WHAT IS REQUIRED
The entries that follow must be given again exactly, with the pictures excluded.

SUPPLIED DATA Block Start

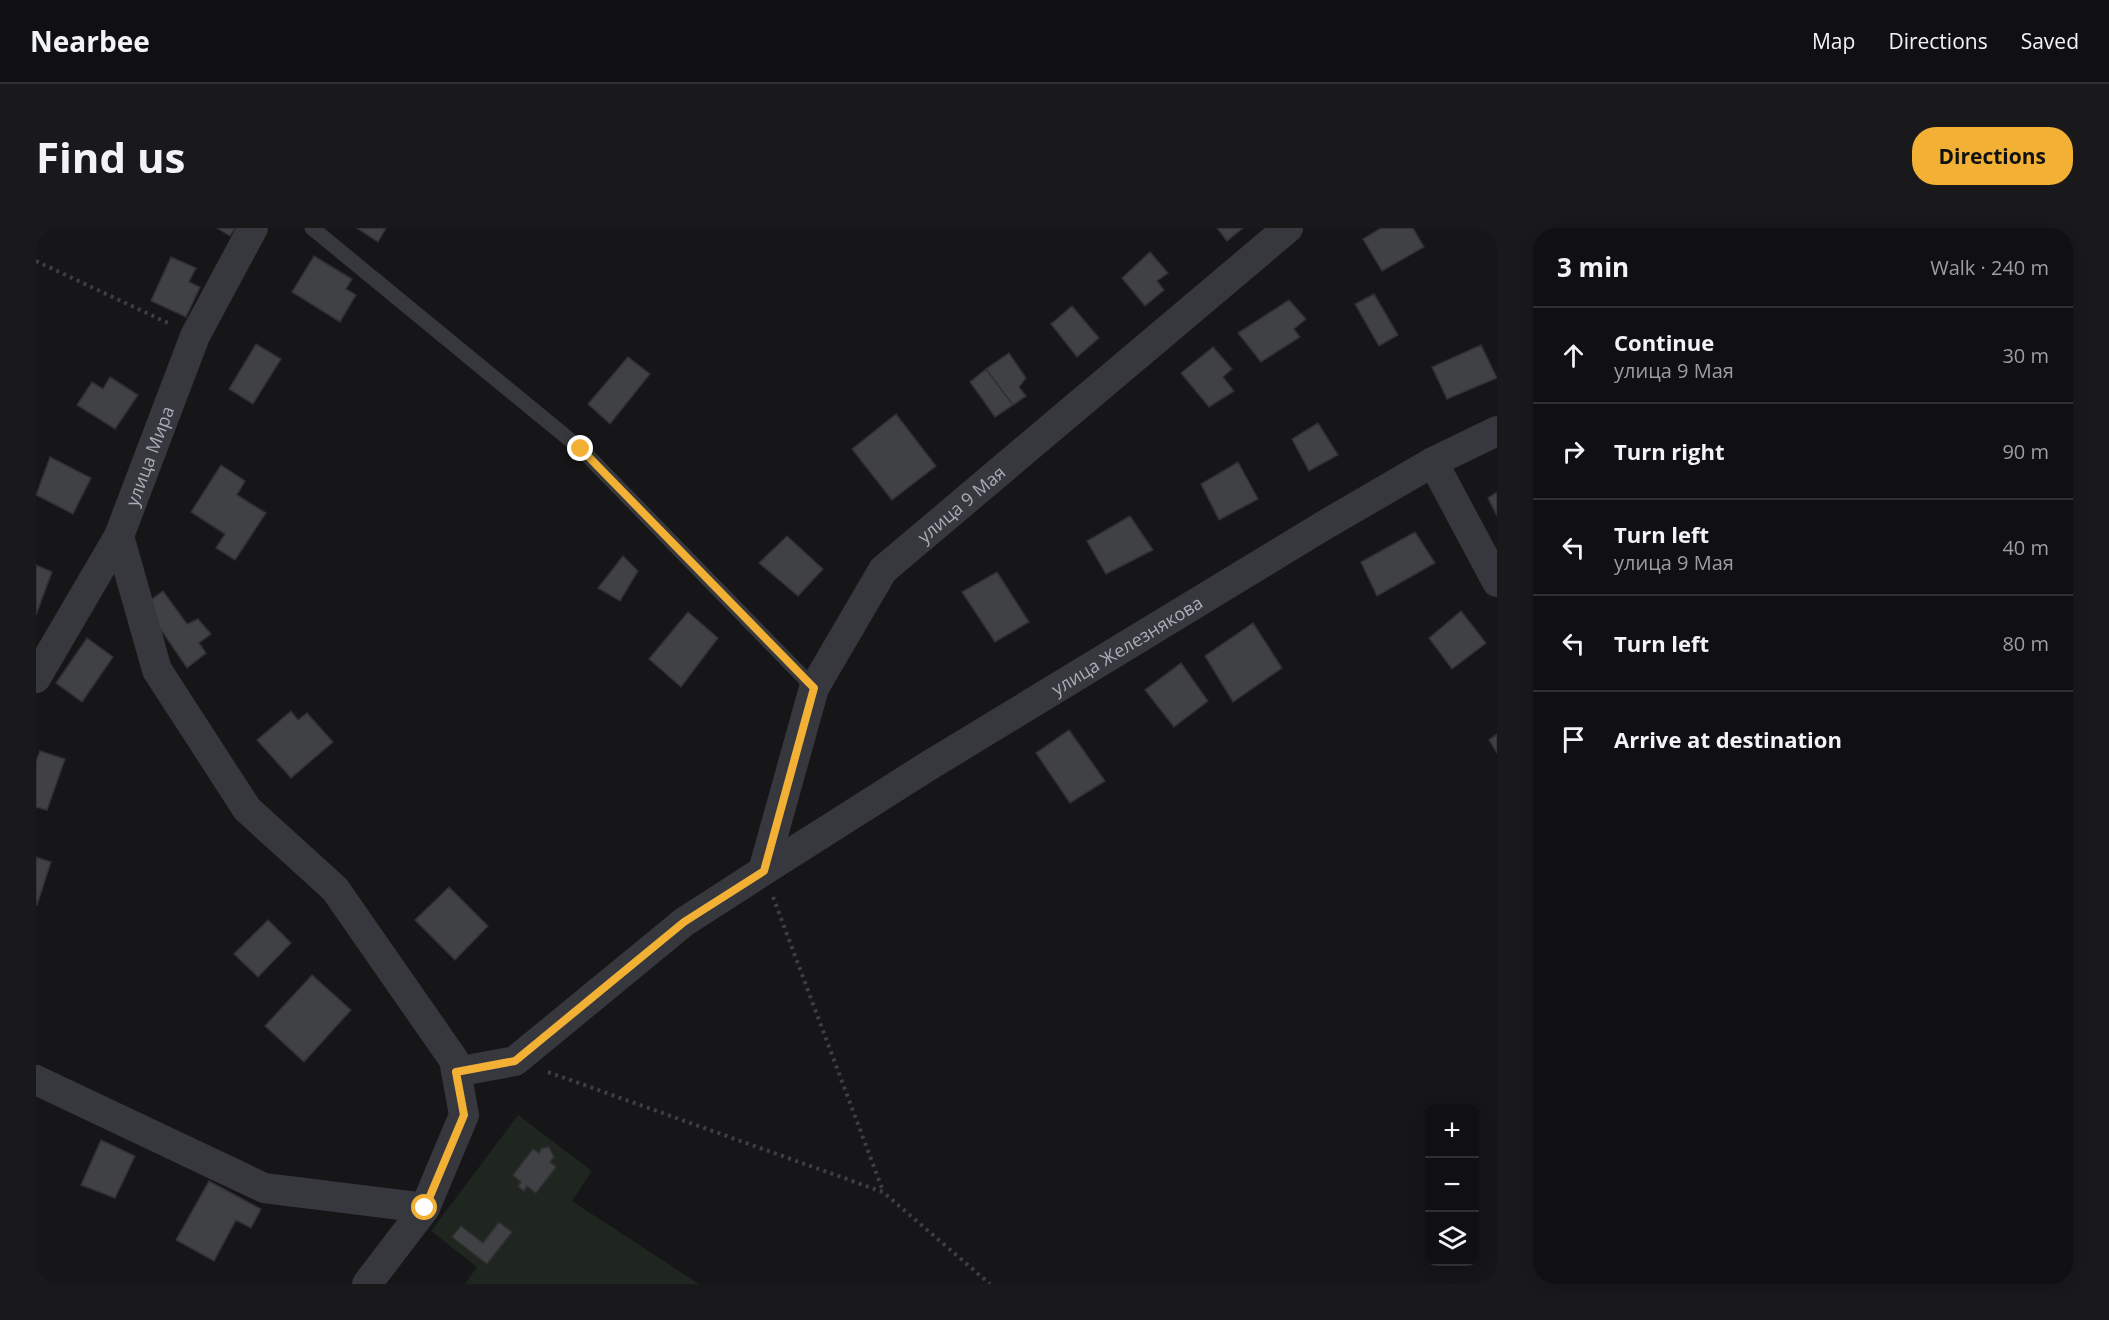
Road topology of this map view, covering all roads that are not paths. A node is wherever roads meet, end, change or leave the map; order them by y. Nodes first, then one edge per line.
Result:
1 (253, 228) edge
2 (312, 228) edge
3 (1288, 228) edge
4 (1497, 431) edge
5 (1433, 462) junction
6 (119, 536) junction
7 (1497, 582) edge
8 (36, 678) edge
9 (814, 688) junction
10 (764, 871) junction
11 (455, 1066) junction
12 (36, 1080) edge
13 (425, 1208) junction
14 (368, 1284) edge

1 - 6 street, улица Мира
2 - 9 lane
3 - 9 street, улица 9 Мая
4 - 5 street, улица Железнякова
5 - 7 street
5 - 10 street, улица Железнякова
6 - 8 street, улица Мира
6 - 11 street
9 - 10 street, улица 9 Мая
10 - 11 street, улица Железнякова
11 - 13 street
12 - 13 street
13 - 14 street

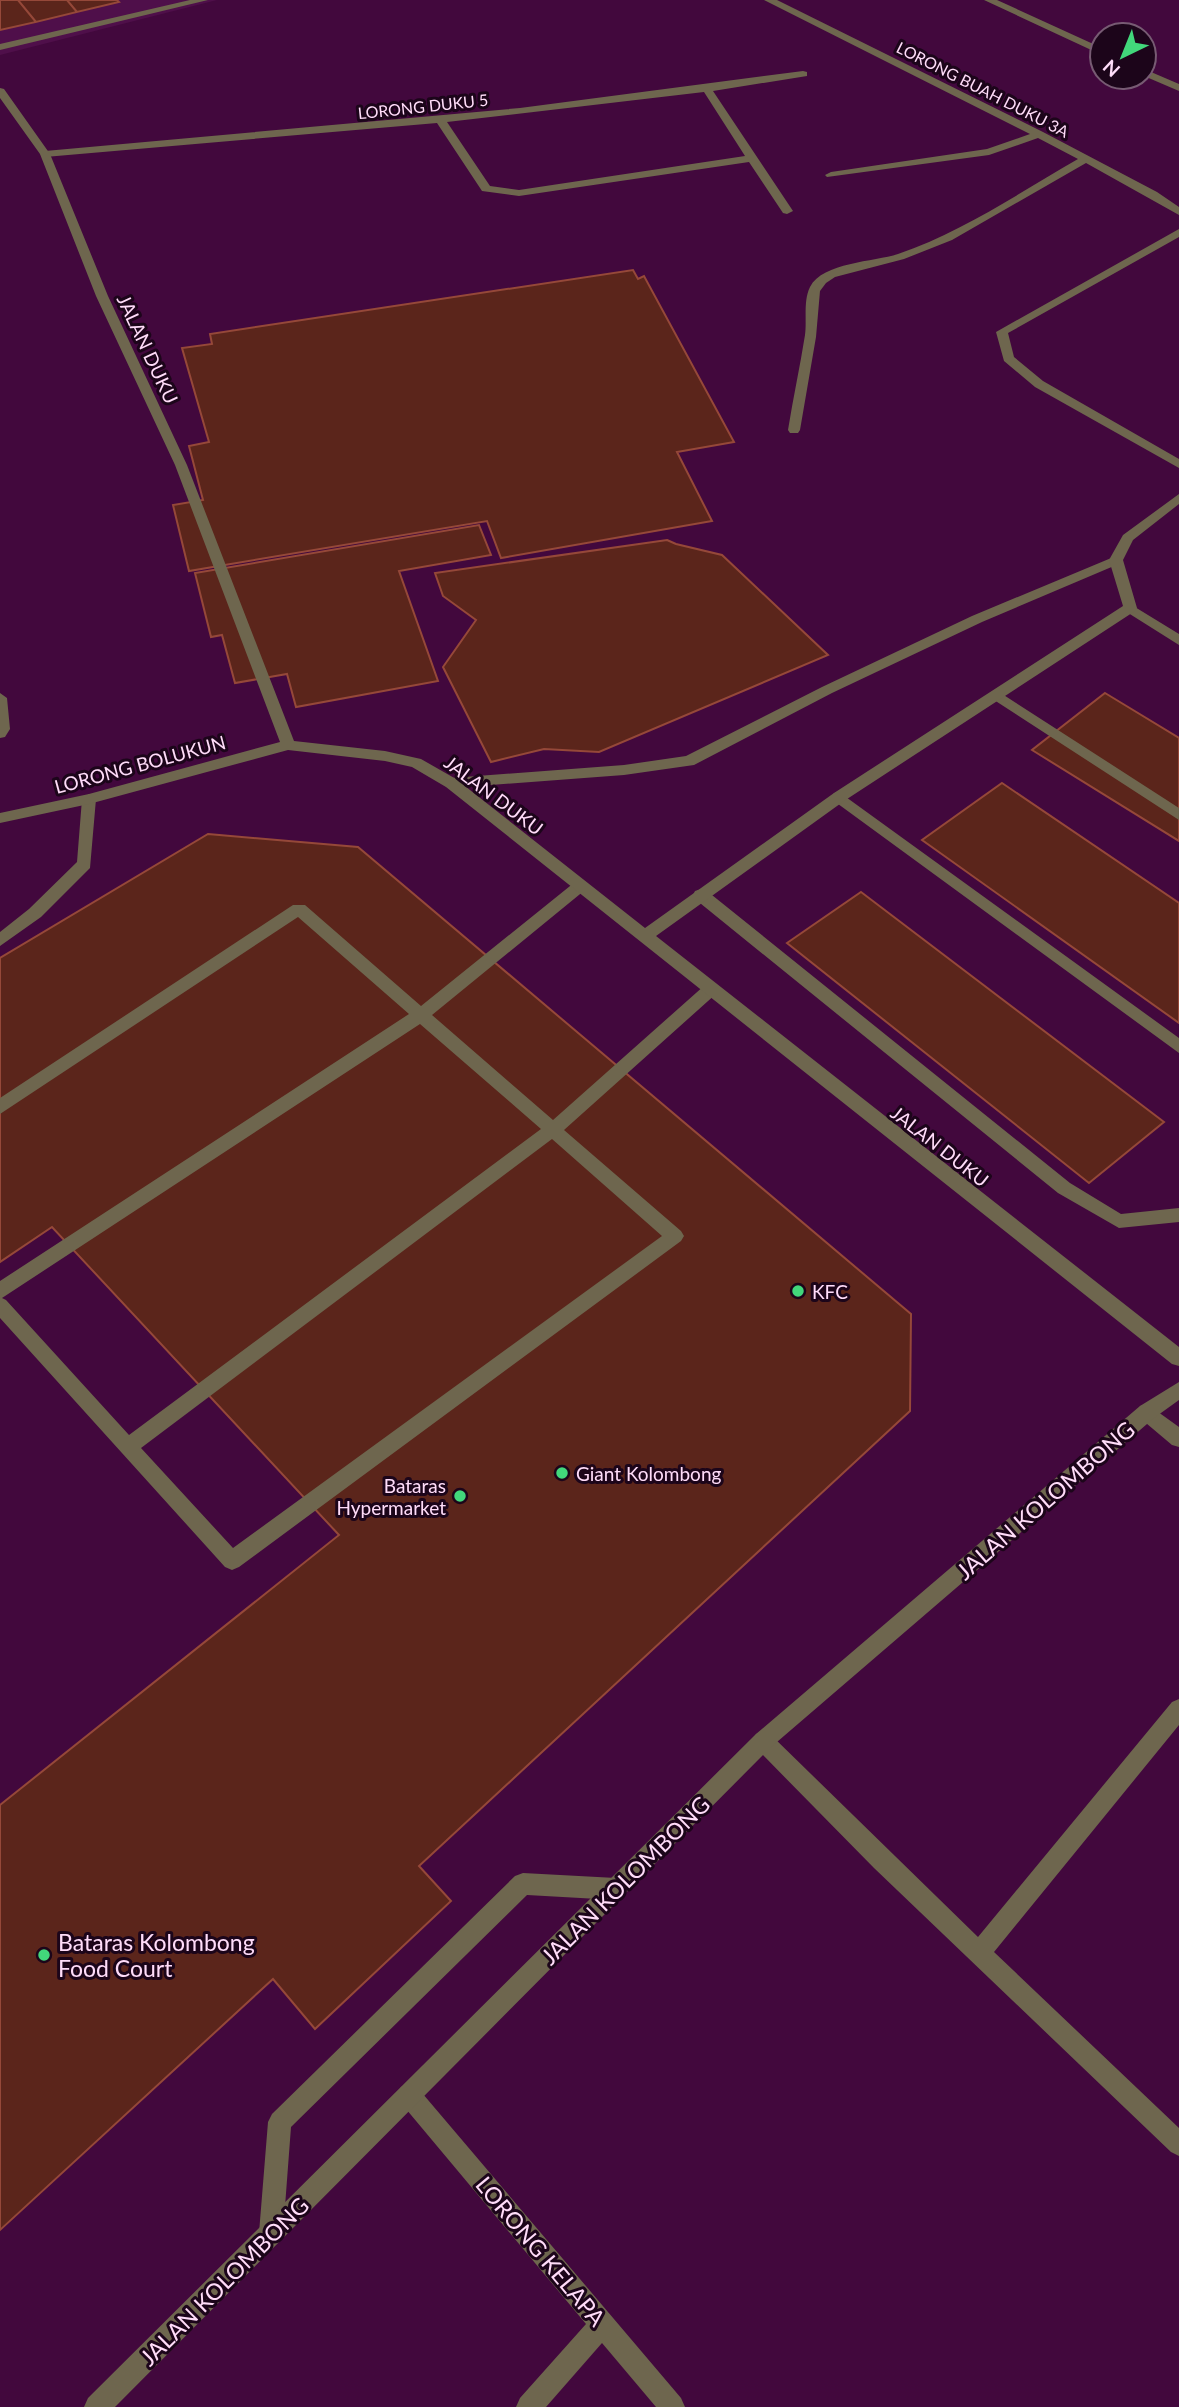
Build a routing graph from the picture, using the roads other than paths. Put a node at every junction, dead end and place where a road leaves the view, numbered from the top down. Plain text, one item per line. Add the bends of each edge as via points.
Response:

SUPPLIED DATA Block End

SOLUTION BELOW
Road topology of this map view, covering all roads that are not paths. A node is wherever roads meet, end, change or leave the map; order them by y. Nodes first, then one edge per line.
Result:
1 (253, 228) edge
2 (312, 228) edge
3 (1288, 228) edge
4 (1497, 431) edge
5 (1433, 462) junction
6 (119, 536) junction
7 (1497, 582) edge
8 (36, 678) edge
9 (814, 688) junction
10 (764, 871) junction
11 (455, 1066) junction
12 (36, 1080) edge
13 (425, 1208) junction
14 (368, 1284) edge

1 - 6 street, улица Мира
2 - 9 lane
3 - 9 street, улица 9 Мая
4 - 5 street, улица Железнякова
5 - 7 street
5 - 10 street, улица Железнякова
6 - 8 street, улица Мира
6 - 11 street
9 - 10 street, улица 9 Мая
10 - 11 street, улица Железнякова
11 - 13 street
12 - 13 street
13 - 14 street

Build a routing graph from the picture, using the roads other than paths. Put a node at every junction, dead end and place where a road leaves the view, numbered from the top down. Plain text, one item per line. Add the bends of each edge as via points.
Response:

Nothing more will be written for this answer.